Thanks for posting these pics! Looks like the other railroads were putting on as good a show, if not better, than ours!! Got to get together with those guys!!

Later

Mark


----------



## Randy Stone (Jan 2, 2008)

Great pics of some very nice railroads Frank. Thanks 

OK Mark, where's the pics of your layout during the tour?


----------



## Robert (Jan 2, 2008)

Thanks for throwing those up. Some real diveristy in layouts. Bet that made for an enjoyable day of touring.


----------



## markoles (Jan 2, 2008)

Hi everyone, 
What a whirlwind the open house was this year. Between getting ready for the event, installing REVO's, doing interviews for the local magazine and newspaper, I am really exhausted!! 
Mary Beth managed to take a few photos during the event this year, and these serve to give you a flavor of the event. She didn't take many 'train' photos, mostly crowd shots, which is fun, too. In more or less chronological order:

1. The Welcome Table: I put out the Wedding Train and #36 Jerome and the "MB SUPERMODEL" F3A, along with a binder full of history and images of the railroad through the years. I also had my "Guest Book" on this table. 

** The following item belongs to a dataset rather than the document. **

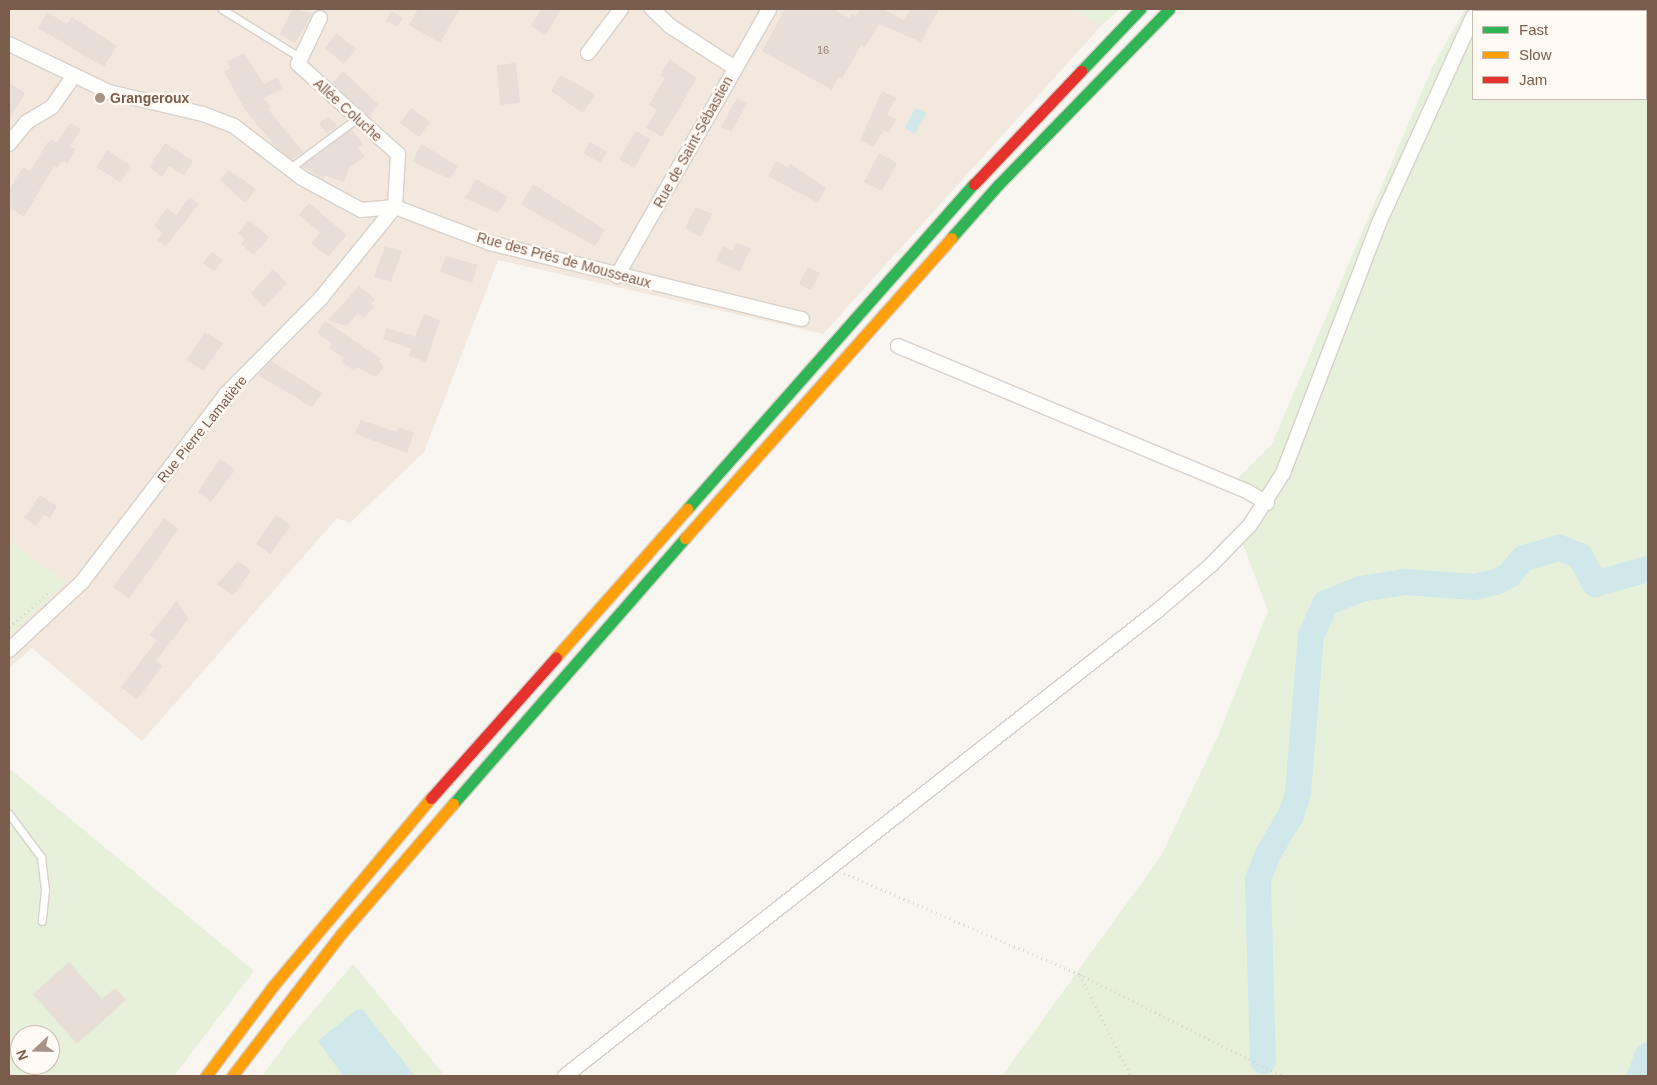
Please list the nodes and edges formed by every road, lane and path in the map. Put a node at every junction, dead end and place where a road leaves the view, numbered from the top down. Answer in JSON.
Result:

2. Getting started is always the most stressful time. Here you see two of my four guest engineers, Jerry Huster (left) and Jim Miller (right), checking out the Merchants Limited as it makes its way around the layout. Jim made me some shims for the guides on my wide radius switches. We were checking these out as well. They worked perfectly and we didn't have a single derailment as a result of those guides. 










3. One of the key features of the Open Houses here has been to have a Kid's railroad. This really helps to satisfy the little ones' need to be hands on. Here you see my son Luke with neighbor Beverly, relaxing watching the Eggliner zoom past! I mounted the kids track (8' diameter curves) on 1x6's (curves) and 1x4's (straights). No reported difficulties from the track itself. 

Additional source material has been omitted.